▶ **WHAT THE TASK REQUIRES**:
Looking through the data, please report how many lines contain the string "direction", giving nothing but the number.

▶ **DATA RECORDS**:
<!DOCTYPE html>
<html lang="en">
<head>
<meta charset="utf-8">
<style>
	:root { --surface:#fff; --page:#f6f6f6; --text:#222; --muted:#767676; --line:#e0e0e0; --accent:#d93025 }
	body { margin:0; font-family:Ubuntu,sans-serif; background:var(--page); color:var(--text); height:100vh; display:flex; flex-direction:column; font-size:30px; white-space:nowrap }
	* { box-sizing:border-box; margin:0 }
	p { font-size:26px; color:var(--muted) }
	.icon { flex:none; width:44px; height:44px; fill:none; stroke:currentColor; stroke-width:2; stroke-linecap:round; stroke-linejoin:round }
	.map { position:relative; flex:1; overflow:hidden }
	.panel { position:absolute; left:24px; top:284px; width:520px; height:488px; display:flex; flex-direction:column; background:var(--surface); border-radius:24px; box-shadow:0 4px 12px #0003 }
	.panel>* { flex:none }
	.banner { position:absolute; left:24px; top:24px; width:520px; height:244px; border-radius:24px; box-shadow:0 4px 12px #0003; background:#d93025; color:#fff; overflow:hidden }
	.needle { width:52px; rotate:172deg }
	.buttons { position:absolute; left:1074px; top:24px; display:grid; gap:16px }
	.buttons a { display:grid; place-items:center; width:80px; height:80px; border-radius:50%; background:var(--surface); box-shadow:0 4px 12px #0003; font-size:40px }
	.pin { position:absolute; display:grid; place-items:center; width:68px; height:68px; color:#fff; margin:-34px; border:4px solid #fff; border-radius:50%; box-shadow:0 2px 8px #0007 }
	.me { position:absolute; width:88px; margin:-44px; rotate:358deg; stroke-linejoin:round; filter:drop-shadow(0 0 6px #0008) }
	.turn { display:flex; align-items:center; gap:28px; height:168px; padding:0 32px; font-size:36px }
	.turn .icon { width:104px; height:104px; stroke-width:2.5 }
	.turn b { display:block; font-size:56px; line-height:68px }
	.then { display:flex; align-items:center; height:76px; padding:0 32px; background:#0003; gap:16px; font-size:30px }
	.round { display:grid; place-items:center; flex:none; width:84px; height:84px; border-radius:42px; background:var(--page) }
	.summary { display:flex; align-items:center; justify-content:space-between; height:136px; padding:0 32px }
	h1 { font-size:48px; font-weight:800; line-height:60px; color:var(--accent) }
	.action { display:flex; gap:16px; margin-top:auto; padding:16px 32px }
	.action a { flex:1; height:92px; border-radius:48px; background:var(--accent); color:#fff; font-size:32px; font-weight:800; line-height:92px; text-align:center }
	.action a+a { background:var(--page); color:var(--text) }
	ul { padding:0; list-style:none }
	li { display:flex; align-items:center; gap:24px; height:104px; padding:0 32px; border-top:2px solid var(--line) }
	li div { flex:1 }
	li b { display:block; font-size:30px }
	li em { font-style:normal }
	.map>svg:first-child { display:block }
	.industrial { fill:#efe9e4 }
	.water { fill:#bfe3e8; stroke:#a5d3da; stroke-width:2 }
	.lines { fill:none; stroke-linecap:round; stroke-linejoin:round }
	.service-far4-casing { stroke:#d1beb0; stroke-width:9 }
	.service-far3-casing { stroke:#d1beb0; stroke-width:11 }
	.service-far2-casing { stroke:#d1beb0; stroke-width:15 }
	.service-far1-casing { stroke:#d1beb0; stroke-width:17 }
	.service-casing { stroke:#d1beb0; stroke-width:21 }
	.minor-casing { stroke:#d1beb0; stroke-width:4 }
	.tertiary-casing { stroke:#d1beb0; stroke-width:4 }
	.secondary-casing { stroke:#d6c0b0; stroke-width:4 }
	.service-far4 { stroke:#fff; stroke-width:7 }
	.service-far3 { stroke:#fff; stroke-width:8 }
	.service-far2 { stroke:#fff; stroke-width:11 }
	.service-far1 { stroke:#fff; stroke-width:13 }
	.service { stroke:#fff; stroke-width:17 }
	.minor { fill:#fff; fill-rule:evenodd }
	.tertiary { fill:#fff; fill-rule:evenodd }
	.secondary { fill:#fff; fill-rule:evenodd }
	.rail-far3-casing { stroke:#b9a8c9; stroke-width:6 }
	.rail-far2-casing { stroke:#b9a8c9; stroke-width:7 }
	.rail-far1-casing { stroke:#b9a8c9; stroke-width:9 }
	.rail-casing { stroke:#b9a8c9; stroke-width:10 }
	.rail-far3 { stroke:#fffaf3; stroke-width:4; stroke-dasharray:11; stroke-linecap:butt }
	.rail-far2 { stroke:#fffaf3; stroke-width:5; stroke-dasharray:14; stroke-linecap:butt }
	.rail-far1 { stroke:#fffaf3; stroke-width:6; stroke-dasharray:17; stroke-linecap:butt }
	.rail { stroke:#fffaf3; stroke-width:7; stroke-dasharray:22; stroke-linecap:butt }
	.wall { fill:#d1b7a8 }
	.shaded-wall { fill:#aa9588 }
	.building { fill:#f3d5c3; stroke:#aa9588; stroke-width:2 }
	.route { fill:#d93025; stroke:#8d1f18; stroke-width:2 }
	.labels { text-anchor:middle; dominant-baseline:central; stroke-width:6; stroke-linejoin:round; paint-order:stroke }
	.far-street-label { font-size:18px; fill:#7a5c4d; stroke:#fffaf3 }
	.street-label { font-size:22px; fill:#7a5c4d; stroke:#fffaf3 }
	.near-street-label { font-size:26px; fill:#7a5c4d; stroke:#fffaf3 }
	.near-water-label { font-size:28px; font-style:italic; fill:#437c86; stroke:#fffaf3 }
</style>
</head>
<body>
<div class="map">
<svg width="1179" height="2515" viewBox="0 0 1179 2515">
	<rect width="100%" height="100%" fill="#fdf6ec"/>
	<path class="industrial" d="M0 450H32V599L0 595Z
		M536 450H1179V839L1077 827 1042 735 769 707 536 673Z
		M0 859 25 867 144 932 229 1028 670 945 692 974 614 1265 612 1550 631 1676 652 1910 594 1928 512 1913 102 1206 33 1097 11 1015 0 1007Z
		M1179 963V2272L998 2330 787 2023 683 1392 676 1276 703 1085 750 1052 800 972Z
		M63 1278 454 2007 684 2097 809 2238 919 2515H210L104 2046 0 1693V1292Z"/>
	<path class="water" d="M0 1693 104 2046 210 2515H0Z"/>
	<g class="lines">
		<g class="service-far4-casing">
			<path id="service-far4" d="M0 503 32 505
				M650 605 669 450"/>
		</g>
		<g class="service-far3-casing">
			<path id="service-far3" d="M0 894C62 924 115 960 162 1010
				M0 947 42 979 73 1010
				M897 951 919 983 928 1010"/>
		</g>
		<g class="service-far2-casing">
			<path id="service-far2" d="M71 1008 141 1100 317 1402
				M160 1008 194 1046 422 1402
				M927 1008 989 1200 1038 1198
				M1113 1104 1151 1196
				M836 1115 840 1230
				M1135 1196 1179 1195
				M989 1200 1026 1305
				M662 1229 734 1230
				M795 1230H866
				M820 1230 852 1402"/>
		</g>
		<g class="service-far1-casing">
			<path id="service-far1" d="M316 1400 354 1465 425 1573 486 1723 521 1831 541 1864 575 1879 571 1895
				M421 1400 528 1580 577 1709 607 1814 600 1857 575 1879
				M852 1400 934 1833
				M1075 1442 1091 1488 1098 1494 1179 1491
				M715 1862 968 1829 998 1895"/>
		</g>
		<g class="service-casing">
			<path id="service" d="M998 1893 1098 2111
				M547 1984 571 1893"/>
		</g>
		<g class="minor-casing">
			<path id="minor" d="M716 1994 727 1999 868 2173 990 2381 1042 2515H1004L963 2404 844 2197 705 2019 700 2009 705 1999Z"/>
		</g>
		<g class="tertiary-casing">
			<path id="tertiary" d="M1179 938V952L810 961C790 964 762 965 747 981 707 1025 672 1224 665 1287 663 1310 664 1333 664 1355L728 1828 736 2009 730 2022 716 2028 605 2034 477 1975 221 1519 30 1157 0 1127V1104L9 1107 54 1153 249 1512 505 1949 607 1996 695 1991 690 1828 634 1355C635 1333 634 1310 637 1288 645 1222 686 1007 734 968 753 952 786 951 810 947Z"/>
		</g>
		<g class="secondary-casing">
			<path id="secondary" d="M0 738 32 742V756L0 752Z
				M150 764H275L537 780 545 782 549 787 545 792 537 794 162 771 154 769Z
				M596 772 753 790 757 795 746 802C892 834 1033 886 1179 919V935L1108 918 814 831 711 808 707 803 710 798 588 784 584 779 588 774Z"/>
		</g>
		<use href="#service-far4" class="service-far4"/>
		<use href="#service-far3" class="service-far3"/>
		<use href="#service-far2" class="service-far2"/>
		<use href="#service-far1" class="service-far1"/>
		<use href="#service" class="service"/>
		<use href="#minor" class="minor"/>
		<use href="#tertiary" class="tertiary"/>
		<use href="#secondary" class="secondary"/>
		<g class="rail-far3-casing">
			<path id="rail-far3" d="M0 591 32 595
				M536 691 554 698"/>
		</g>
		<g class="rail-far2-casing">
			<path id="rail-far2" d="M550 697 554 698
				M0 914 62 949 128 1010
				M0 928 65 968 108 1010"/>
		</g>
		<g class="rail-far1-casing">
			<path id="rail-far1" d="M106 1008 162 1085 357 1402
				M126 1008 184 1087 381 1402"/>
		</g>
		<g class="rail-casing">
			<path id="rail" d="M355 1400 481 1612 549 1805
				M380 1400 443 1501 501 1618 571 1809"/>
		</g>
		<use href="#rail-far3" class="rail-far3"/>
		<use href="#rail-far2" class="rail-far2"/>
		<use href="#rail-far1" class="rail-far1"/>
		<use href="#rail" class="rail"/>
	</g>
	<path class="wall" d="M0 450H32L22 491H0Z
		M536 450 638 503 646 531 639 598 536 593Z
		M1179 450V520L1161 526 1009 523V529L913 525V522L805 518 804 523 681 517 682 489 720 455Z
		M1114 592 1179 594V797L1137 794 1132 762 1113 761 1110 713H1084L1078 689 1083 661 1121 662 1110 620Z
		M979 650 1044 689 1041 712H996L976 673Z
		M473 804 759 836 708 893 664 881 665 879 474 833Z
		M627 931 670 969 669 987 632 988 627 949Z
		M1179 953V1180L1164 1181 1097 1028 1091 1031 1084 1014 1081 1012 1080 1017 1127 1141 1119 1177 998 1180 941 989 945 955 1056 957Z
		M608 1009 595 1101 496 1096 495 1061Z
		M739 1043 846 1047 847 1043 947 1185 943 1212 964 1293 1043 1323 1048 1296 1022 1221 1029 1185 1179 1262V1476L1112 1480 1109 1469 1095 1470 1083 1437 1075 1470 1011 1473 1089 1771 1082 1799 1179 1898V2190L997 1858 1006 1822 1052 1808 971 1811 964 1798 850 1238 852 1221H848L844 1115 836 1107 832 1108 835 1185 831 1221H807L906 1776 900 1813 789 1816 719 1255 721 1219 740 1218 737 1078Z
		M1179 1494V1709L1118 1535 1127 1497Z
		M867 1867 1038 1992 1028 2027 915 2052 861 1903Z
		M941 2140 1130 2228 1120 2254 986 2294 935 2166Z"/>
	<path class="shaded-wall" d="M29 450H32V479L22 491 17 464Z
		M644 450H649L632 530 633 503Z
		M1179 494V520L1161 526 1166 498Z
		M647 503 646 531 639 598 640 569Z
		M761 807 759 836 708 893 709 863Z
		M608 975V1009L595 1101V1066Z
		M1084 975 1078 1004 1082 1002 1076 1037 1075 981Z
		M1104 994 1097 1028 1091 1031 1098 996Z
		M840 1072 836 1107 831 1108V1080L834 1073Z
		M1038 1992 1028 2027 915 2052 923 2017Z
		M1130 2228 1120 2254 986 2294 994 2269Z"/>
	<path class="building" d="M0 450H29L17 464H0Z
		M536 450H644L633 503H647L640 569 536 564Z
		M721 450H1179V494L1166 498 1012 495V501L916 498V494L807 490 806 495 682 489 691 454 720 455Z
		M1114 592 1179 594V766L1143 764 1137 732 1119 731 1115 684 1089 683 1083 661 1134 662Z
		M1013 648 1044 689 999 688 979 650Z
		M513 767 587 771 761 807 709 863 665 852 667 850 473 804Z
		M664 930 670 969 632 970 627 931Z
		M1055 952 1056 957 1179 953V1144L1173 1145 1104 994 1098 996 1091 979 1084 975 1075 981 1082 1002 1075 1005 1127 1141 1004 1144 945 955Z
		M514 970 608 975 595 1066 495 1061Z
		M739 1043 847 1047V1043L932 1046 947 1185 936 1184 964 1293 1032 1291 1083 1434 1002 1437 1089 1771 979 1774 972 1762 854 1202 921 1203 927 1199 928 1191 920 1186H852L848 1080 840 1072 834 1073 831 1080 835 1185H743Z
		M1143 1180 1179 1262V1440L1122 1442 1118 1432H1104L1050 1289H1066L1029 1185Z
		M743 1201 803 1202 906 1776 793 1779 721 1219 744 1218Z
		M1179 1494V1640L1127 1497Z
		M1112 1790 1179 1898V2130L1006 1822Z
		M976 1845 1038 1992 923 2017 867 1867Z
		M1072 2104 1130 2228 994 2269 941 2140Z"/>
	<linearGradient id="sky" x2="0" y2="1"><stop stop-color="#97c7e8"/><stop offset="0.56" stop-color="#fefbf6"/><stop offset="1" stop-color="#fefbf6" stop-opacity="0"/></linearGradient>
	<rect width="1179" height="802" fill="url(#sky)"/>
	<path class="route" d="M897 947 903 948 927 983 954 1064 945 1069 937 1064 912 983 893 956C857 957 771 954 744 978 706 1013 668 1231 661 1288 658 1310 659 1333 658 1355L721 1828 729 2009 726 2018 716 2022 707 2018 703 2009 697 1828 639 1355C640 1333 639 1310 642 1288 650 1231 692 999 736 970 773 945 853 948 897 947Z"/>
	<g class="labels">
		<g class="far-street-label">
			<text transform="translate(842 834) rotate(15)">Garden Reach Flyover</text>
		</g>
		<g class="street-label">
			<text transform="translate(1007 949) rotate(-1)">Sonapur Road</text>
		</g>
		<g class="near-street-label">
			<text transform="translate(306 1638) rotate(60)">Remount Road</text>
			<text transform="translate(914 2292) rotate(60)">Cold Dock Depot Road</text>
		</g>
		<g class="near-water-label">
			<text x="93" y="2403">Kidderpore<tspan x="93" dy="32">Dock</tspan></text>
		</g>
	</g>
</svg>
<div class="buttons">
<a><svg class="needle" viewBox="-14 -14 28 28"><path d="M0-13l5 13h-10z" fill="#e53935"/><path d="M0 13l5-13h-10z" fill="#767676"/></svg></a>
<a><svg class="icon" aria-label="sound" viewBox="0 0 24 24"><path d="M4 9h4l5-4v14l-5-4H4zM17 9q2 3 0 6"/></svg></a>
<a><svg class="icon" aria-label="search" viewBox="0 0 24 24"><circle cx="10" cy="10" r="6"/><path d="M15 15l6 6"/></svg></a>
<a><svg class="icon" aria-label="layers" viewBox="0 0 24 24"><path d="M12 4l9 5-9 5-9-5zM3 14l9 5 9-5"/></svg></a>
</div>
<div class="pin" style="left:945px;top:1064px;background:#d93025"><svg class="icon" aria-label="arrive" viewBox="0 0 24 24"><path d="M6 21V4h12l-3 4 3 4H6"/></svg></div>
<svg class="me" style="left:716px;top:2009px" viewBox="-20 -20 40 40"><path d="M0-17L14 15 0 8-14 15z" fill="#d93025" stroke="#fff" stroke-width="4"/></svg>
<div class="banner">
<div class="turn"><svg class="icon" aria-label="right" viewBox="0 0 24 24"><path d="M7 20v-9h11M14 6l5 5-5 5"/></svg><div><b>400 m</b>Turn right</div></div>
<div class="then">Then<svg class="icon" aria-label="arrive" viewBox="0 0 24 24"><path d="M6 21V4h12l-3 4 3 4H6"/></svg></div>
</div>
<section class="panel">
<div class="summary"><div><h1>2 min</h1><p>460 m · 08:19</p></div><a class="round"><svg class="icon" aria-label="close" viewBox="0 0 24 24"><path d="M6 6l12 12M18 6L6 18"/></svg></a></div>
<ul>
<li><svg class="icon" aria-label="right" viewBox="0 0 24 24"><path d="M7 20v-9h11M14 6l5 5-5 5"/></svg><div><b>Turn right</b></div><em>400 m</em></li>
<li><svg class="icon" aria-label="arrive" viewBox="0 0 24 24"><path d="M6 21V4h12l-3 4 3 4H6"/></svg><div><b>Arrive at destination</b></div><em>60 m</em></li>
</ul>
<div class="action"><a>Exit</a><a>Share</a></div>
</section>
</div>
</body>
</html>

▶ **ANSWER FOR THE TASK**:
2